[What you have to do]
How many of the lines below hold "edges"? Only the number, please.

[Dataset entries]
Start of Block
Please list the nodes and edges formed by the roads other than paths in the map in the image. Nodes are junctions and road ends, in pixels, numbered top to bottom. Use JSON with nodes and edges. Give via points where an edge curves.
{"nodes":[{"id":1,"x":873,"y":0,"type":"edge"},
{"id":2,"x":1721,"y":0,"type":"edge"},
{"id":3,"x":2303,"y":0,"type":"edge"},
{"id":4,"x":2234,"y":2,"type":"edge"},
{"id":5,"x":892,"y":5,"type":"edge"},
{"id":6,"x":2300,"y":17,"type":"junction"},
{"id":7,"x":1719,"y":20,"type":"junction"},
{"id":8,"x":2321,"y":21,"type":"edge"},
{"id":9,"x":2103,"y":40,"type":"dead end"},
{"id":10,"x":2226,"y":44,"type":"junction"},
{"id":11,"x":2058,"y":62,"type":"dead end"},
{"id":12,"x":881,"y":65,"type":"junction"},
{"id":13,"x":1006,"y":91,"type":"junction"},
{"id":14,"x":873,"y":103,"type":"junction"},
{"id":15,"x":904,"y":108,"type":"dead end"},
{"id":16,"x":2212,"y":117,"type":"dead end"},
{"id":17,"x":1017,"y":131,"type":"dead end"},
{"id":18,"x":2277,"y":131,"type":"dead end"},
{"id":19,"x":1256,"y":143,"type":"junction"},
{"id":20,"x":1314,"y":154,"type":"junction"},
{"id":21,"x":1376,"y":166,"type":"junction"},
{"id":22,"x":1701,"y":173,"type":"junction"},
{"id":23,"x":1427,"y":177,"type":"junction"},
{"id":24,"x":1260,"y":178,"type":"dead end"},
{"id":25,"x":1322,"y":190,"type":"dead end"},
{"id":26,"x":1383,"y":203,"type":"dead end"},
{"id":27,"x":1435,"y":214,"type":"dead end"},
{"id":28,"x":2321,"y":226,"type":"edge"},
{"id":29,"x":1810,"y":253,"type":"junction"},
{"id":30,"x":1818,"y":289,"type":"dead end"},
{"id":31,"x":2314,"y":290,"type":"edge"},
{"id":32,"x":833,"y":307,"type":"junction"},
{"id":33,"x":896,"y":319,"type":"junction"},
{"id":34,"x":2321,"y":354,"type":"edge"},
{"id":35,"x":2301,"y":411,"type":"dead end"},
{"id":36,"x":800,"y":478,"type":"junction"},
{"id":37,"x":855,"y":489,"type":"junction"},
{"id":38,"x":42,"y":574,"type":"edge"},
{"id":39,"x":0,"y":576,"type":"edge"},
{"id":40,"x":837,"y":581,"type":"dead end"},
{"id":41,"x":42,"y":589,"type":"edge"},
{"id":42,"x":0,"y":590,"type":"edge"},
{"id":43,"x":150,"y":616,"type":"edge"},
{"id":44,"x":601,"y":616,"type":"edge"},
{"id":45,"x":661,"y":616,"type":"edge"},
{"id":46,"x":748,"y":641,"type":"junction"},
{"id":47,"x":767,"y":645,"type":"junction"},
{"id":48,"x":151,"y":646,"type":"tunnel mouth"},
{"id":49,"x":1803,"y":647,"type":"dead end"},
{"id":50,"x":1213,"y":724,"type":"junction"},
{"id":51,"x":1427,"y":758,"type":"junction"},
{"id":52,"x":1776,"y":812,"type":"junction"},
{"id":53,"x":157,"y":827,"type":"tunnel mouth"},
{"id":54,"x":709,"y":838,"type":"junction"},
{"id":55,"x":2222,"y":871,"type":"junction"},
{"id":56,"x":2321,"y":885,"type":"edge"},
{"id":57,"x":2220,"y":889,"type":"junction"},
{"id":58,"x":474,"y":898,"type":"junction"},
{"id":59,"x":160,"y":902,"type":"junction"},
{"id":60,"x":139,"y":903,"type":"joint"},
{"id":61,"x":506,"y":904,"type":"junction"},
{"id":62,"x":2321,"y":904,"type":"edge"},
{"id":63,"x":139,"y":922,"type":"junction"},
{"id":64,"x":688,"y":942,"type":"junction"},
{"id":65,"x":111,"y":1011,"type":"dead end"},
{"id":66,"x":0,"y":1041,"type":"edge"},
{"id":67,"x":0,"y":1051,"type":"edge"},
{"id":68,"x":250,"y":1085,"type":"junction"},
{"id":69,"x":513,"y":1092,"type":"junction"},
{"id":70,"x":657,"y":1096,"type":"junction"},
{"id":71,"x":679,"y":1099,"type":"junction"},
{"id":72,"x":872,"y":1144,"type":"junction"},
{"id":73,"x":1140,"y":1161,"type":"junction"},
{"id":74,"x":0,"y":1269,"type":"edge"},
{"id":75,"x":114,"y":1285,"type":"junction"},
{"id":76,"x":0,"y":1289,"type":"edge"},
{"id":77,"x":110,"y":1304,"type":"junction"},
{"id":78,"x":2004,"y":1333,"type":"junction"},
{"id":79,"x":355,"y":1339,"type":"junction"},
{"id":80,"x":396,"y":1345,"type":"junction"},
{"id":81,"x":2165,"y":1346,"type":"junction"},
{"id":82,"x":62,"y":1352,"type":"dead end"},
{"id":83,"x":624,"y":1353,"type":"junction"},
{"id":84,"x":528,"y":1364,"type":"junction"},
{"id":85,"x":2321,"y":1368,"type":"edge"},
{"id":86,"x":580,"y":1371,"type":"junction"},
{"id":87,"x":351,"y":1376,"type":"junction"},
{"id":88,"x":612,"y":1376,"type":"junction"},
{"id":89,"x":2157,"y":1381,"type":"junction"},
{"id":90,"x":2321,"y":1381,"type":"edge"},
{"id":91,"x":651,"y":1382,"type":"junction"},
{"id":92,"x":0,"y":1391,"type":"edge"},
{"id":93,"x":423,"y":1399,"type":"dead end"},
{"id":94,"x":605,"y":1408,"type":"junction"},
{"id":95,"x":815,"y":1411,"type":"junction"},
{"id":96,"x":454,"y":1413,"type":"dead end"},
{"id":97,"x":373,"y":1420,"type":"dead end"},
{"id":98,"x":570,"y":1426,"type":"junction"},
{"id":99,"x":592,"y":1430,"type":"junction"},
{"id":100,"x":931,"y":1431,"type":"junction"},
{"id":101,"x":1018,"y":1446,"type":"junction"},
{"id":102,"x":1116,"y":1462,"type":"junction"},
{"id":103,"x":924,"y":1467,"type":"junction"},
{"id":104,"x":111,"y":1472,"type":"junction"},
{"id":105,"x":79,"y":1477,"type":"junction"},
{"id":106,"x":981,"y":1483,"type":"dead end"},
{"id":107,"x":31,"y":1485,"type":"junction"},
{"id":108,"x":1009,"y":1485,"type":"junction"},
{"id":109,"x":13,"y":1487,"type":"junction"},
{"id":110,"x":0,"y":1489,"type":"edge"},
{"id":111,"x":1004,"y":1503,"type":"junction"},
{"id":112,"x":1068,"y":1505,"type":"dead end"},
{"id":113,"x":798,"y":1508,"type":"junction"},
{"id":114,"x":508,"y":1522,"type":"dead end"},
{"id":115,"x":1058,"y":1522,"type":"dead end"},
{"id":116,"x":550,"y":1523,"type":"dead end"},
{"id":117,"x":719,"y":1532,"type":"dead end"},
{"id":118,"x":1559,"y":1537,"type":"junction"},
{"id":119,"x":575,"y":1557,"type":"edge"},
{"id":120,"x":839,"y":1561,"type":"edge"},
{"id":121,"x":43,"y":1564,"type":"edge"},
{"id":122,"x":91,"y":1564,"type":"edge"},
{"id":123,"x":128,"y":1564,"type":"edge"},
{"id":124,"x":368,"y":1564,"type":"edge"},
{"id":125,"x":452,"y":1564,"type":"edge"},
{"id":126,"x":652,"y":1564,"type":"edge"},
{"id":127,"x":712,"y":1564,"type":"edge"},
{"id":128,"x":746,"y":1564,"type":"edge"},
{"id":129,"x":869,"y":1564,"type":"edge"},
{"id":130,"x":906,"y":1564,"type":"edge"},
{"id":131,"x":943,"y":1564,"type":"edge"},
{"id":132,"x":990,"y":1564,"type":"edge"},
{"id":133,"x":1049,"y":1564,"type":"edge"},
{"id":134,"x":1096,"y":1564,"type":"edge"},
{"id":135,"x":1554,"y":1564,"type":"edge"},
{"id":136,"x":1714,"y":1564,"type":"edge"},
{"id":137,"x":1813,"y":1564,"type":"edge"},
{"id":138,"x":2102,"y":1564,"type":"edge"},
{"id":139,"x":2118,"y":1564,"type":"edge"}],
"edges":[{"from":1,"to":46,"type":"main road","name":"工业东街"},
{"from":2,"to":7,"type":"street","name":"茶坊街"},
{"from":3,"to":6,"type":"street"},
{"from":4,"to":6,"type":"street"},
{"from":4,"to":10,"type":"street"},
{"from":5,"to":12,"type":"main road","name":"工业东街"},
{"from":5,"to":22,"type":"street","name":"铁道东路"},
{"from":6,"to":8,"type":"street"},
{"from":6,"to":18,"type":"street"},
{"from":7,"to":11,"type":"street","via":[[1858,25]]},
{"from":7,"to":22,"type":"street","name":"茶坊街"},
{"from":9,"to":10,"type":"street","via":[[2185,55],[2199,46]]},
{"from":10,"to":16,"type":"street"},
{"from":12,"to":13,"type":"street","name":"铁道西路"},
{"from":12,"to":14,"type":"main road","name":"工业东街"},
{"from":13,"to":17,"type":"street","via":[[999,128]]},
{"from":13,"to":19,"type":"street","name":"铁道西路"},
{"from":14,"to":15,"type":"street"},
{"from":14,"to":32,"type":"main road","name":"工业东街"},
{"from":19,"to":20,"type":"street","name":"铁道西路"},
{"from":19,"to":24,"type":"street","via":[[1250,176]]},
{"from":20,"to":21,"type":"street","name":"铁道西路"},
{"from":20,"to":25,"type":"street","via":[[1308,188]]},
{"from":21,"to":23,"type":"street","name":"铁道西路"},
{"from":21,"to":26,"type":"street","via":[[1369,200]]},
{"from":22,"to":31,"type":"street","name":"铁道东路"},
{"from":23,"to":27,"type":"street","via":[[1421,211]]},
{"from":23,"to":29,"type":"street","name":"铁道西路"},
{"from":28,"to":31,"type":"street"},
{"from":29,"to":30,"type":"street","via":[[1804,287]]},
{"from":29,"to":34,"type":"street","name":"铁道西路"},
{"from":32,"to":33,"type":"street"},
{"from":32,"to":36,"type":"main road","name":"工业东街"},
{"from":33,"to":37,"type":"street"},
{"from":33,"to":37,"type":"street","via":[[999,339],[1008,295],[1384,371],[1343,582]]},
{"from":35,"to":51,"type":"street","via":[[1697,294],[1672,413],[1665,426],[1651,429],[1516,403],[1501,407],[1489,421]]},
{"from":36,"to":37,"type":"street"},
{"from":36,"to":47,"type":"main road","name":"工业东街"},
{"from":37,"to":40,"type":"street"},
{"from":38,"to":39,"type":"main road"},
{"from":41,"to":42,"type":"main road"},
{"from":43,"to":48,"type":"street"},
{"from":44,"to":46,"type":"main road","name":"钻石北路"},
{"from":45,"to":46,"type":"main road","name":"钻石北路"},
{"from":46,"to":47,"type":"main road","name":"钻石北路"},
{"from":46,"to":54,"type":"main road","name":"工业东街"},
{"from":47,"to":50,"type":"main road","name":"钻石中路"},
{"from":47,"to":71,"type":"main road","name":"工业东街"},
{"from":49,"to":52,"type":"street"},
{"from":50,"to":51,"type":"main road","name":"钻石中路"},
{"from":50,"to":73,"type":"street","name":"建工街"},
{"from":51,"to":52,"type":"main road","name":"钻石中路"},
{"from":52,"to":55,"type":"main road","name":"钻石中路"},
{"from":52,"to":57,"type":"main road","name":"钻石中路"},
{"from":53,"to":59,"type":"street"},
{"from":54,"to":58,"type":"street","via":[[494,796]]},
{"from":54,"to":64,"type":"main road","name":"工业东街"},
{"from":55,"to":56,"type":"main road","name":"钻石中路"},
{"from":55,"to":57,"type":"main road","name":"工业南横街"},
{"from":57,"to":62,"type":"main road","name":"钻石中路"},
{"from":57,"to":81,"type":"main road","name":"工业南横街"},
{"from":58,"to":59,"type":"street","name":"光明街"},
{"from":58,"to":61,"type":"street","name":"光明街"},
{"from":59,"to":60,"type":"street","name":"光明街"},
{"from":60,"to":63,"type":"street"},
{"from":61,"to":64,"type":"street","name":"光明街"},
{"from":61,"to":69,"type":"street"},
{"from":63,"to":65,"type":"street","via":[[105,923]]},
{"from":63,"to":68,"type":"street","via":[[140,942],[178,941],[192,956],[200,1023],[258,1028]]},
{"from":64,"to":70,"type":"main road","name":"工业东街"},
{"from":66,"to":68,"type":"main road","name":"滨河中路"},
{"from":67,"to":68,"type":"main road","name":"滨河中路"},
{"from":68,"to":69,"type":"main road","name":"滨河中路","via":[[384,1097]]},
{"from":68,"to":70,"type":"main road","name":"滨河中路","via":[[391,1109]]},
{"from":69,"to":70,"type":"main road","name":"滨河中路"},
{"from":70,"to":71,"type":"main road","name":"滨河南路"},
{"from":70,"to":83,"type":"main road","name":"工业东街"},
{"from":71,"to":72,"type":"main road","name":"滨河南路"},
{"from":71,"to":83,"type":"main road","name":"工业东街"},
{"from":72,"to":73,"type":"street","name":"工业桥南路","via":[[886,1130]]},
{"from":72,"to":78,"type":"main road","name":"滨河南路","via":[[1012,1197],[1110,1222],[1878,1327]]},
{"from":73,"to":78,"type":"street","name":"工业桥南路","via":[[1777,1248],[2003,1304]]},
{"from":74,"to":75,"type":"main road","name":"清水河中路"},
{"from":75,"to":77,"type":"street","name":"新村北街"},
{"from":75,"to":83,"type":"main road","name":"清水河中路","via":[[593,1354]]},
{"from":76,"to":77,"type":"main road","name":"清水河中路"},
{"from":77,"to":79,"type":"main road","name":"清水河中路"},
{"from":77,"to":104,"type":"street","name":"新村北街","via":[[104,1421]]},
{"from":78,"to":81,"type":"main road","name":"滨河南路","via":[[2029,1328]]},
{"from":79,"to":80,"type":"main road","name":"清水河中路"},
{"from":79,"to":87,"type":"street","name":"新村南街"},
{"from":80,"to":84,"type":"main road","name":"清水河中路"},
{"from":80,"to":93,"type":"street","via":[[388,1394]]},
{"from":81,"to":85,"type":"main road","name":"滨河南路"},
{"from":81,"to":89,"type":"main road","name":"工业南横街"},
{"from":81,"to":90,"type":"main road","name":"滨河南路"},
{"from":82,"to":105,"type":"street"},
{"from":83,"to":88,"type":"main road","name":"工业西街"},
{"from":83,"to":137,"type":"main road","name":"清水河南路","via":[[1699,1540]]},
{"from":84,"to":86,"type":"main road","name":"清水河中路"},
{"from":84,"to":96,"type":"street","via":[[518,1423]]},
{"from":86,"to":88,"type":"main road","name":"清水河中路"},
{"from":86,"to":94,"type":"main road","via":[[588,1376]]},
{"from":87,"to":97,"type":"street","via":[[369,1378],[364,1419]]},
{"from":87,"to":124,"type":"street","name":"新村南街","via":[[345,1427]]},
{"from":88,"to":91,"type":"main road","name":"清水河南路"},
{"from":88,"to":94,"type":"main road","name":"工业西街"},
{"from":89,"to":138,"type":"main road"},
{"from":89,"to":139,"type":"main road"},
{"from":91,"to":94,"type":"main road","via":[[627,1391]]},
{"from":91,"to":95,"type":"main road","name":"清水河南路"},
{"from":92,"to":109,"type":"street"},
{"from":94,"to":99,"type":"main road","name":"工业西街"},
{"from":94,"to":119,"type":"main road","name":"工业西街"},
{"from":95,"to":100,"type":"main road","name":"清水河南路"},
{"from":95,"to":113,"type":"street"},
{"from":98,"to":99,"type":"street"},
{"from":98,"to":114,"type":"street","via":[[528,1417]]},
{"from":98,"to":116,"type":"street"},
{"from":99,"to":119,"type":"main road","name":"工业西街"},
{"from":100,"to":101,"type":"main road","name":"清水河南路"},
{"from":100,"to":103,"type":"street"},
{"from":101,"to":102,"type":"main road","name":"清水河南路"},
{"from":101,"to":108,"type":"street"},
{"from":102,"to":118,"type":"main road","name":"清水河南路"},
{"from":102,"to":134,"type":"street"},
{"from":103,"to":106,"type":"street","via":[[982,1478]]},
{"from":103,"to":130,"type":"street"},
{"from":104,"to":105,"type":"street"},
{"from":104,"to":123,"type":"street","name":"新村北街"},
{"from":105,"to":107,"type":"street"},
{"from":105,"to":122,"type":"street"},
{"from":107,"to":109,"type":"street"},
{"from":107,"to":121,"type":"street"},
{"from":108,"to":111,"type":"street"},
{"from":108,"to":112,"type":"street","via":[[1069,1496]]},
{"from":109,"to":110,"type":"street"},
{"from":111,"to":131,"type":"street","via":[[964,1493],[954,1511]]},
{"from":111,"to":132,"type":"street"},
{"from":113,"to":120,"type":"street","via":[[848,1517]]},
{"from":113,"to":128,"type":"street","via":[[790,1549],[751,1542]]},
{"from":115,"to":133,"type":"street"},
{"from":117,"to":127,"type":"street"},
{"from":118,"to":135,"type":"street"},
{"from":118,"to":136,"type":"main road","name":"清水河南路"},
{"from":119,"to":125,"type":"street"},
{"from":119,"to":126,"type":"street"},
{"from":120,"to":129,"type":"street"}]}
End of Block
[Answer for the task]
2